After finally getting around to watching Megyn Kelly’s interview with Donald Trump — it’s surprisingly hard to find the full video, and most copies online appear to be edited hack jobs for either supporters or haters of Trump — I can say that, despite Kelly’s assertion that “it’s not about me” when asking Trump about his nasty retweets in which he called her a “bimbo,” that statement certainly seems like a microcosm of the entire interview: It was absolutely, 100 percent about her.
Kelly obviously has no shortage of talent. She hit the ground running at Fox News in 2004 and her celebrity has been on the rise and growing ever since, arguably reaching or eclipsing that of her long-time associates Bill O’Reilly and Sean Hannity.
To her credit, she claims to be an independent on a conservative network that doesn’t even pretend to be “fair and balanced” anymore, and she hit Donald Trump as hard as anyone during the August 2015 debate when she questioned his character in making numerous “disparaging” comments about women:
But that Megyn Kelly — detached, steely eyed, uncowed — was far from the person who sat across from Trump earlier this week. This Megyn Kelly was soft, amicable, introspective and almost psychoanalytical in her attempts, mostly unsuccessful, to unearth the inner crust of Donald Trump. She asked him about his alcoholic and now dead brother, his perceived mistakes on the campaign trail, his regrets and his emotional wounds. Watch the interview with closed eyes and you may, for a second, forget this is a conservation between two highly privileged celebrities and imagine a psychiatry patient laying on the couch talking to his shrink.
There is no psychoanalyzing Donald Trump. Donald Trump gets out of bed every morning based on the strength of three simple things: his wealth, his power and his own aura. That’s it. Yet, in this interview, Kelly, in pure Barbara Walters wannabe form and not half as probing, asked few follow-up questions and even minimized moments when Trump, seemingly unapologetic and unrepentant as ever, was at his most obnoxious.

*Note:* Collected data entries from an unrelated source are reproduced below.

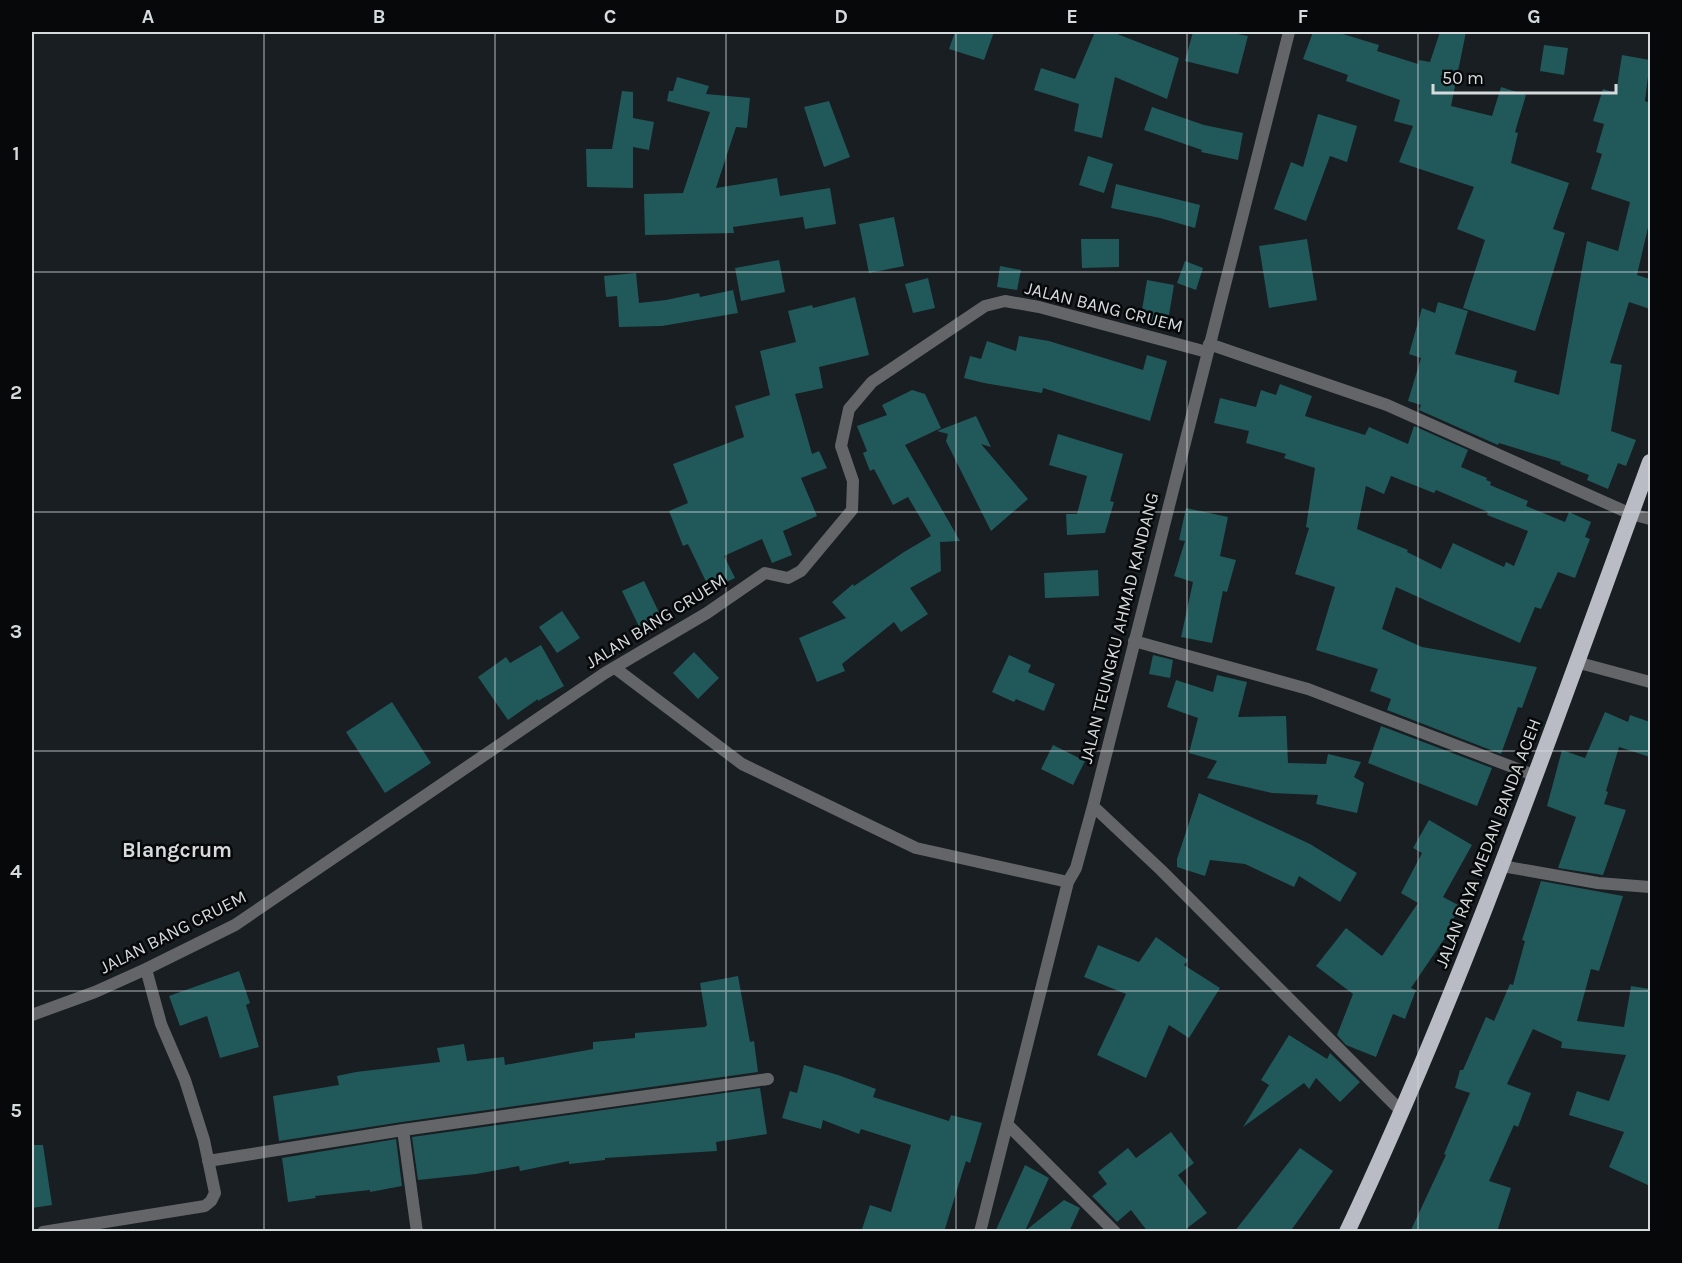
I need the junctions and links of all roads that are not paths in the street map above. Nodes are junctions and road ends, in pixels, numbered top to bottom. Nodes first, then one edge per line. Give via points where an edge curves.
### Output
1 (1288, 32) edge
2 (1208, 348) junction
3 (1650, 462) edge
4 (1631, 514) junction
5 (1650, 519) edge
6 (1134, 641) junction
7 (1576, 662) junction
8 (615, 668) junction
9 (1650, 682) edge
10 (1536, 776) junction
11 (1093, 806) junction
12 (1502, 866) junction
13 (1068, 882) junction
14 (1650, 887) edge
15 (146, 969) junction
16 (32, 1015) edge
17 (768, 1079) dead end
18 (1401, 1111) junction
19 (1008, 1125) junction
20 (403, 1131) junction
21 (208, 1161) junction
22 (43, 1232) edge
23 (417, 1232) edge
24 (980, 1232) edge
25 (1115, 1232) edge
26 (1347, 1232) edge

1 - 2 street, JALAN TEUNGKU AHMAD KANDANG
2 - 4 street, JALAN BANG CRUEM via 1387,405
2 - 6 street, JALAN TEUNGKU AHMAD KANDANG
2 - 8 street, JALAN BANG CRUEM via 1039,307 1005,301 985,306 872,382 849,408 841,446 853,481 852,510 801,571 788,578 765,573
3 - 4 highway, JALAN RAYA MEDAN BANDA ACEH
4 - 5 street, JALAN BANG CRUEM
4 - 7 highway, JALAN RAYA MEDAN BANDA ACEH
6 - 10 street via 1308,689
6 - 11 street, JALAN TEUNGKU AHMAD KANDANG
7 - 9 street
7 - 10 highway, JALAN RAYA MEDAN BANDA ACEH
8 - 13 street via 742,764 916,848
8 - 15 street, JALAN BANG CRUEM via 235,925
10 - 12 highway, JALAN RAYA MEDAN BANDA ACEH
11 - 13 street, JALAN TEUNGKU AHMAD KANDANG via 1076,868
11 - 18 street
12 - 14 street via 1598,883
12 - 18 highway, JALAN RAYA MEDAN BANDA ACEH
13 - 19 street, JALAN TEUNGKU AHMAD KANDANG
15 - 16 street, JALAN BANG CRUEM
15 - 21 street via 161,1024 185,1080
17 - 20 street
18 - 26 highway, JALAN RAYA MEDAN BANDA ACEH
19 - 24 street, JALAN TEUNGKU AHMAD KANDANG
19 - 25 street
20 - 21 street
20 - 23 street
21 - 22 street via 214,1193 205,1206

During what was probably the most memorable part of the interview, Kelly alerted Trump to the fact that he had called her a bimbo multiple times on social media, to which Trump just donned a boyish grin, leaned in and issued an almost mocking “excuse me,” as if he had just cut her off at the checkout line. Kelly, failing to use that opportunity to reclaim some of her earlier fire and ask a tough question, just recoiled and smiled. After an awkward pause and a creepy, sustained grin from Trump, he continued, noting that he, using ethical discretion like a true gentleman, did not retweet some of the harsher comments on Twitter.

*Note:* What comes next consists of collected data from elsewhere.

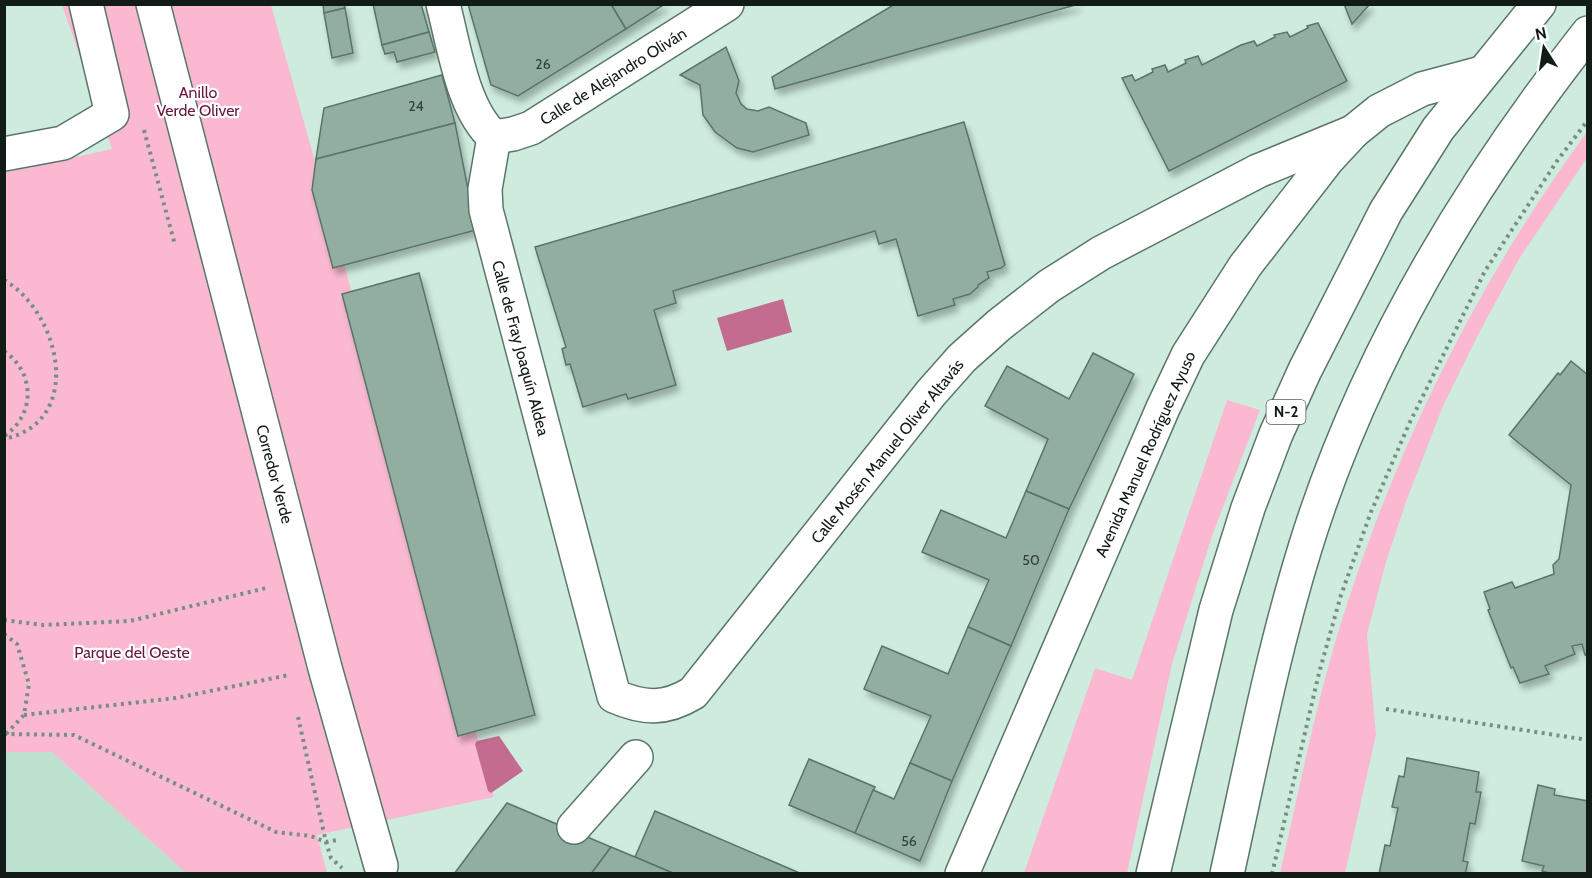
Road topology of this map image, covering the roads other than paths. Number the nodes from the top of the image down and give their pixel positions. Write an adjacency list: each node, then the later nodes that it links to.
1 (86, 4): 10 (main road)
2 (153, 4): 14 (main road, Corredor Verde)
3 (443, 4): 9 (main road)
4 (727, 4): 9 (main road, Calle de Alejandro Oliván)
5 (1539, 4): 7 (main road, N-2)
6 (1587, 33): 17 (main road)
7 (1482, 73): 8 (main road, Avenida Manuel Rodríguez Ayuso); 16 (main road, N-2)
8 (1353, 132): 11 (main road, Calle Mosén Manuel Oliver Altavás); 15 (main road, Avenida Manuel Rodríguez Ayuso)
9 (494, 137): 11 (main road, Calle de Fray Joaquín Aldea)
10 (4, 154)
11 (614, 696)
12 (636, 757): 13 (main road)
13 (574, 827)
14 (381, 866)
15 (962, 873)
16 (1153, 873)
17 (1227, 873)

Indeed, the only time Trump revealed anything interesting about himself was when he commended Kelly for coming to him and seeking reconciliation after the imbroglio last year. “I have great respect for you that you were able to call me and say let’s get together and lets talk,” Trump said. “For me, I would not have done that. I don’t say that as a positive. I think it’s a negative for me.”

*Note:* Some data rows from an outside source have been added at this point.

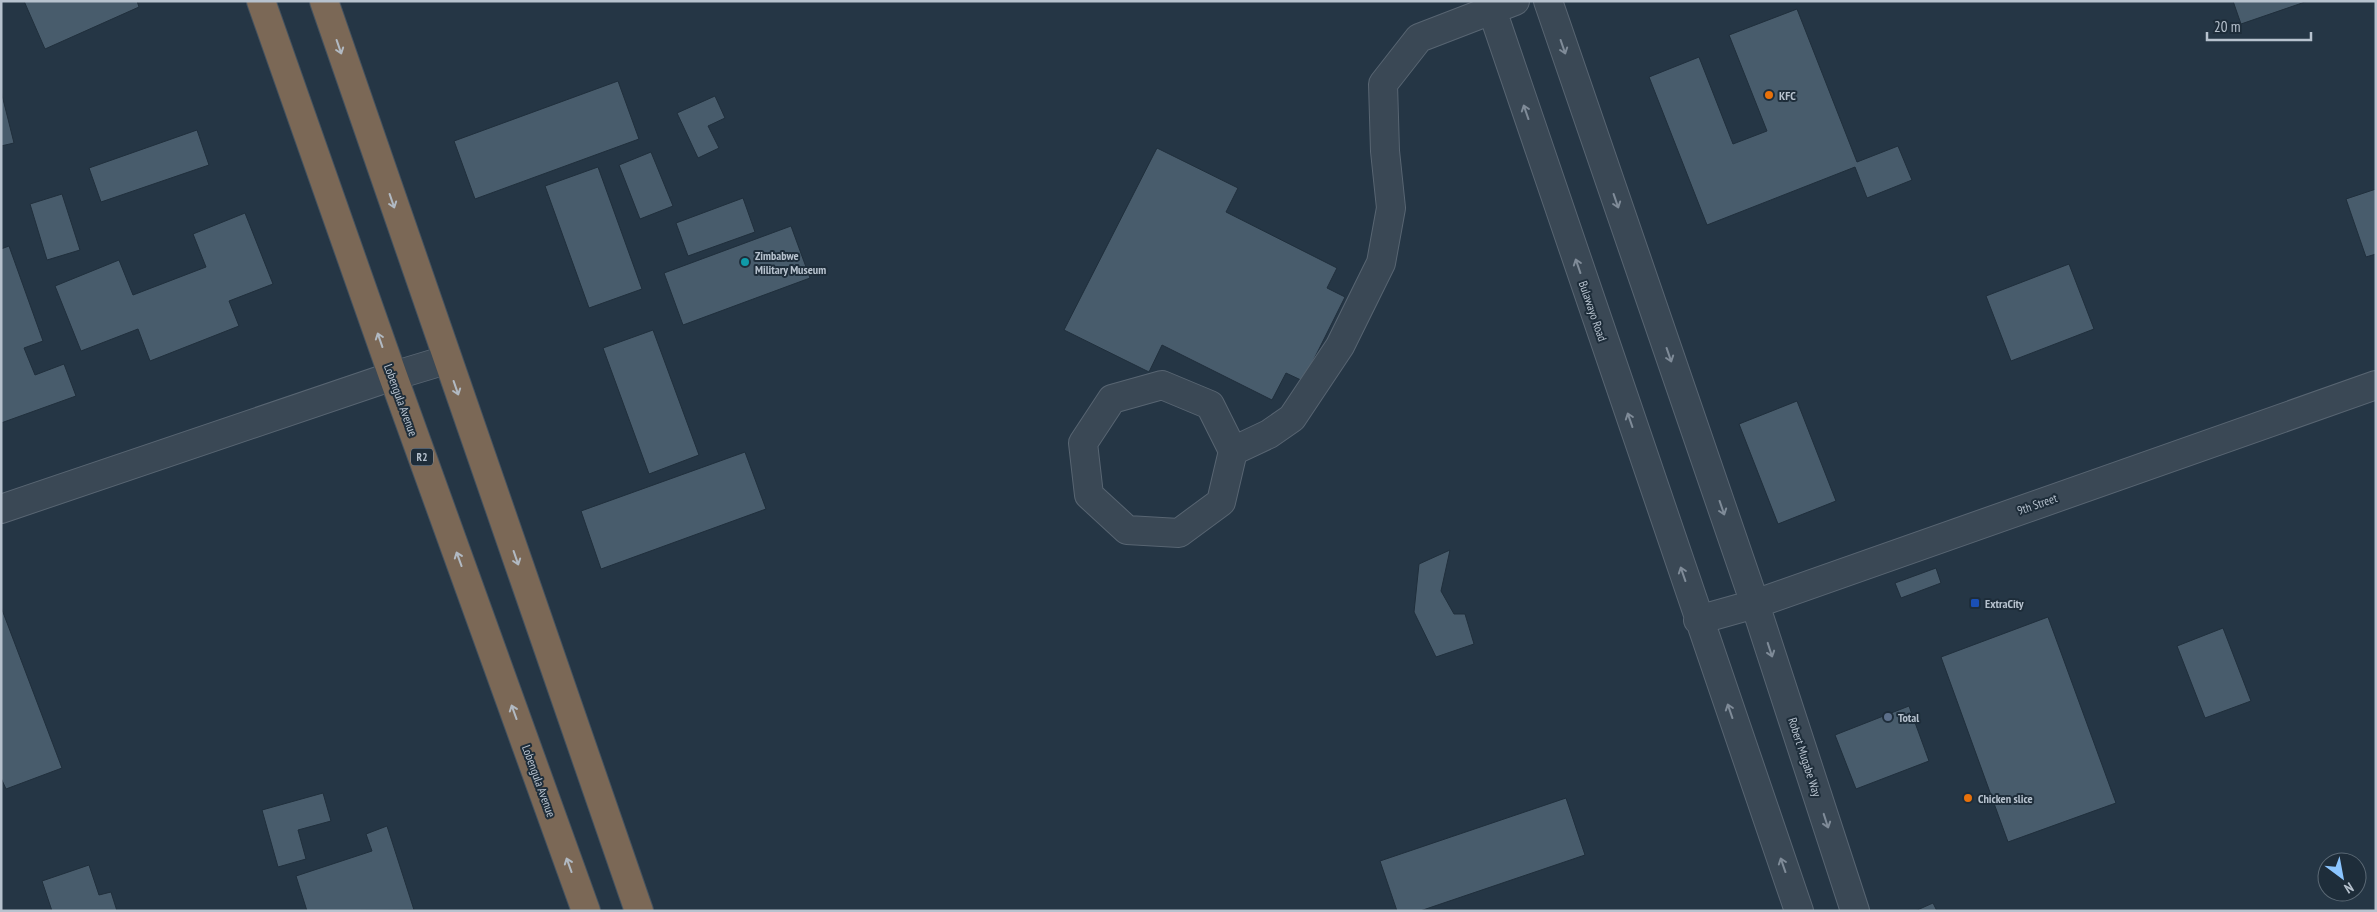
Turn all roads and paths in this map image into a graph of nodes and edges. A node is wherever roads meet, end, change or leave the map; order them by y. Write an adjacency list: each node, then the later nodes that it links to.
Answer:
1 (262, 1): 6 (highway, Lobengula Avenue / R2, one-way to 1)
2 (324, 1): 5 (highway, one-way to 5)
3 (1548, 1): 10 (street, one-way to 10)
4 (1498, 4): 8 (street); 11 (street, Bulawayo Road, one-way to 4)
5 (446, 360): 6 (street); 14 (highway, one-way to 14)
6 (393, 376): 9 (street); 13 (highway, Lobengula Avenue / R2, one-way to 6)
7 (2376, 385): 10 (street, 9th Street)
8 (1233, 451): 8 (street)
9 (1, 509)
10 (1755, 604): 11 (street, 9th Street); 12 (street, Robert Mugabe Way, one-way to 12)
11 (1698, 620): 15 (street, one-way to 11)
12 (1849, 909)
13 (586, 911)
14 (639, 911)
15 (1799, 911)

Aside from that admission, this was, as Poynter Institute’s James Warren noted, far from Frost-Nixon. Here is Warren:
Why might a cynic have wondered if Megyn Kelly’s primetime Fox network interview with Donald Trump would fall short of David Frost’s evisceration of former President Richard Nixon? Might it have been the afternoon tweet and photo from a beaming Trump himself, his arm around a grinning Kelly, her arm around his back, and the declaration, “I will be live tweeting my interview with @megynkelly on the Fox Network tonight at 8! Enjoy!” (@realDonaldTrump) Or was it the night before, on the Bravo cable channel, when she conceded that she’d once not just touched his hair but “run my fingers through it” to see if he wore a wig.
So no, despite the “big fight feel” implied by advertisements leading up to the interview, this was not Kelly’s breakout moment as a long-form interviewer.
This was simply theater masquerading as a hard-hitting interview. I don’t know if Trump and Kelly went over some of the questions she was going to ask beforehand, but did anyone really think that she was going to walk into Trump Tower, recreate a working relationship with the real estate mogul just to pepper him with a relent barrage of questions a la the August 2015 debate? They both realized that to make the interview seem genuine, Kelly was going to have to ask an uncomfortable question or two, but this was never going to be a whole-cloth take-down of Trump.
It was not even about policy or Trump’s character. It was almost exclusively about Trump and Kelly, and as Trevor Noah brilliantly summarized recently, amounted to little more than high-profile “couples therapy” after a breakup. Frankly, if people Connie Chung, Katie Couric and Barbara Walters are the benchmarks, Kelly’s interview looked rather pedestrian by comparison.